Ecosystems provide additional benefits to human societies besides supplying resources for extraction and eco-tourism opportunities. For example, healthy wetlands help maintain water quality, controlling or buffering terrestrial nutrient loadings (Mayer et al., 2007), and immobilizing heavy metals (Brazner and Devita, 1998). Wetlands also provide spawning and nursery habitats for many aquatic species (Jude and Pappas, 1992), making these locations prime candidates for protection. Thus, APAs can be utilized to protect ecosystem functions as well as individual species or communities and habitats, reducing the magnitude of impact from an individual disturbance and reducing associated rehabilitation or remediation costs.
The loss of a species can have cascading effects within an ecosystem, affecting predators, competitors and parasites, and making resources available for invading species. Healthy populations may be less affected by a perturbation, allowing natural recovery to take place without trophic disruption (Elton, 1958, Fargione et al., 2003). Aquatic protected areas may reduce the risk of invasion by non-native species by maintaining ‘healthier’ communities. Aquatic invasions are a current concern in many parts of the world, especially within the Laurentian Great Lakes, which currently have more than 180 non-native species (Ricciardi, 2006). Intact native communities are generally resilient to invasion (Elton, 1958); invasive species are less likely to become established in areas lacking under-utilized resources (Fargione et al., 2003), potentially requiring a higher number of propagules for establishment to occur (Kolar and Lodge, 2001; Lockwood et al., 2005). By reducing the risk of invasion, APAs could further stabilize aquatic populations and communities, and help maintain intact food webs, thereby, assisting in resource management. Invasions may occur in habitats and communities outside an APA leading to increased propagule pressure and eventual invasions; therefore, APAs need to be scaled and located appropriately, and would be most effective in conjunction with other remedial or protective efforts.
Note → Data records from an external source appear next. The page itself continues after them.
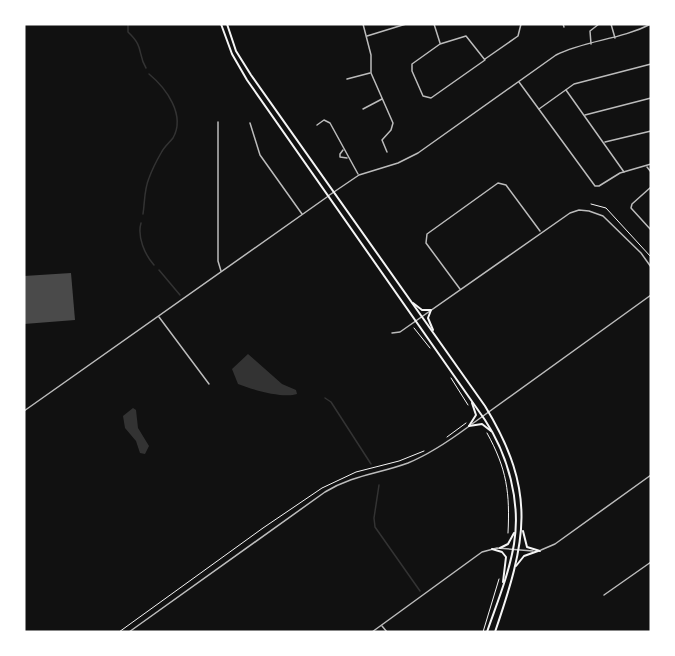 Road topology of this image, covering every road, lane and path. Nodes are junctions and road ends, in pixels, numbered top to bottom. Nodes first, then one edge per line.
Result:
1 (221, 24) edge
2 (227, 24) edge
3 (363, 24) edge
4 (406, 24) edge
5 (434, 24) edge
6 (520, 24) edge
7 (599, 24) edge
8 (611, 24) edge
9 (651, 24) edge
10 (399, 25) edge
11 (366, 36) junction
12 (615, 38) junction
13 (440, 44) junction
14 (591, 44) junction
15 (484, 60) junction
16 (651, 64) edge
17 (370, 73) junction
18 (347, 79) dead end
19 (519, 82) junction
20 (566, 90) junction
21 (651, 98) edge
22 (382, 99) junction
23 (363, 109) dead end
24 (539, 109) junction
25 (584, 115) junction
26 (218, 122) dead end
27 (250, 123) dead end
28 (317, 125) dead end
29 (651, 131) edge
30 (604, 142) junction
31 (344, 149) junction
32 (387, 152) dead end
33 (349, 158) junction
34 (651, 164) edge
35 (647, 166) junction
36 (624, 172) junction
37 (651, 172) edge
38 (359, 175) junction
39 (651, 187) edge
40 (333, 192) junction
41 (328, 196) junction
42 (591, 204) dead end
43 (302, 214) junction
44 (650, 229) edge
45 (540, 232) junction
46 (651, 256) edge
47 (651, 267) edge
48 (222, 272) junction
49 (460, 290) junction
50 (651, 295) edge
51 (410, 300) junction
52 (431, 310) junction
53 (158, 316) junction
54 (422, 316) junction
55 (416, 321) junction
56 (413, 327) dead end
57 (392, 333) dead end
58 (435, 335) junction
59 (431, 350) dead end
60 (450, 376) dead end
61 (209, 384) dead end
62 (470, 398) junction
63 (470, 407) dead end
64 (24, 411) edge
65 (489, 412) junction
66 (483, 416) junction
67 (469, 420) dead end
68 (469, 426) junction
69 (484, 429) dead end
70 (493, 432) junction
71 (445, 439) dead end
72 (429, 449) dead end
73 (651, 475) edge
74 (522, 526) junction
75 (515, 531) junction
76 (508, 536) dead end
77 (500, 548) junction
78 (492, 549) junction
79 (513, 549) junction
80 (540, 550) junction
81 (519, 551) junction
82 (651, 562) edge
83 (515, 567) junction
84 (500, 575) dead end
85 (501, 590) junction
86 (604, 595) dead end
87 (381, 625) junction
88 (119, 632) edge
89 (129, 632) edge
90 (372, 632) edge
91 (387, 632) edge
92 (483, 632) edge
93 (487, 632) edge
94 (495, 632) edge

1 - 41 main road
2 - 40 main road
3 - 11 street
4 - 10 street
5 - 13 street
6 - 15 street
7 - 14 street
8 - 12 street
9 - 12 street
10 - 11 street
11 - 17 street
12 - 14 street
13 - 15 street
13 - 15 street
14 - 19 street
16 - 20 street
17 - 18 street
17 - 22 street
19 - 24 street
19 - 38 street
20 - 24 street
20 - 25 street
21 - 25 street
22 - 23 street
22 - 32 street
24 - 36 street
25 - 30 street
26 - 48 street
27 - 43 street
28 - 31 street
29 - 30 street
30 - 36 street
31 - 33 street
31 - 33 street
33 - 38 street
34 - 35 street
35 - 36 street
35 - 37 street
38 - 40 street
39 - 44 street
40 - 41 street
40 - 51 main road
41 - 43 street
41 - 55 main road
42 - 46 path
43 - 48 street
45 - 47 street
45 - 49 street
45 - 49 street
48 - 53 street
49 - 52 street
50 - 65 street
51 - 52 main road
51 - 54 main road
52 - 54 street
52 - 58 main road
53 - 61 street
53 - 64 street
54 - 55 street
54 - 58 main road
55 - 57 street
55 - 62 main road
56 - 59 path
58 - 65 main road
60 - 63 path
62 - 66 main road
62 - 68 main road
65 - 66 street
65 - 74 main road
66 - 68 street
66 - 70 main road
67 - 71 path
68 - 70 main road
68 - 89 street
69 - 76 path
70 - 75 main road
72 - 88 path
73 - 80 street
74 - 80 main road
74 - 81 main road
75 - 77 main road
75 - 79 main road
77 - 78 street
77 - 79 street
78 - 85 main road
78 - 87 street
79 - 81 street
79 - 85 main road
80 - 81 street
80 - 83 main road
81 - 83 main road
82 - 86 street
83 - 94 main road
84 - 92 path
85 - 93 main road
87 - 90 street
87 - 91 street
The benefits from protected, healthy ecosystems seem fairly intuitive, but APAs can and have been used to facilitate rehabilitation of imperiled populations and degraded habitats. Although there have been few assessments conducted on the effectiveness of APAs in lakes, several have focused on Lake Trout (Salvelinus namaycush) refuges within the Laurentian Great Lakes (Edsall et al., 1995; Madenjian and Desorcie, 1999; Reid et al., 2001; Madenjian et al., 2004). The Lake Trout sanctuaries encompass traditional spawning reefs; they have provided no-take zones within which Lake Trout cannot be harvested and have prevented habitat disturbances through resource extraction, although such limitations are not typically defined within the sanctuary documentation. Additionally, the sanctuaries are not established in legislation and are, therefore, not permanently designated. These refuges have been integral to Lake Trout recovery strategies following population collapses, especially in lakes Huron and Michigan where the collapses were attributed to a combination of fishing pressure and Sea Lamprey (Petromyzon marinus) predation (Coble et al., 1990; Eshenroder et al., 1992). It is generally accepted that MPAs work well for sedentary species while their effectiveness for migratory and highly mobile marine species remains debatable (Shipp, 2003, Shipp, 2004). Given the successful use of APAs in the recovery and conservation of Lake Trout, a large-bodied and potentially highly mobile freshwater top predator, APAs may prove effective in protecting other freshwater species, both sedentary species and mobile species that show site fidelity during critical times in their life cycle.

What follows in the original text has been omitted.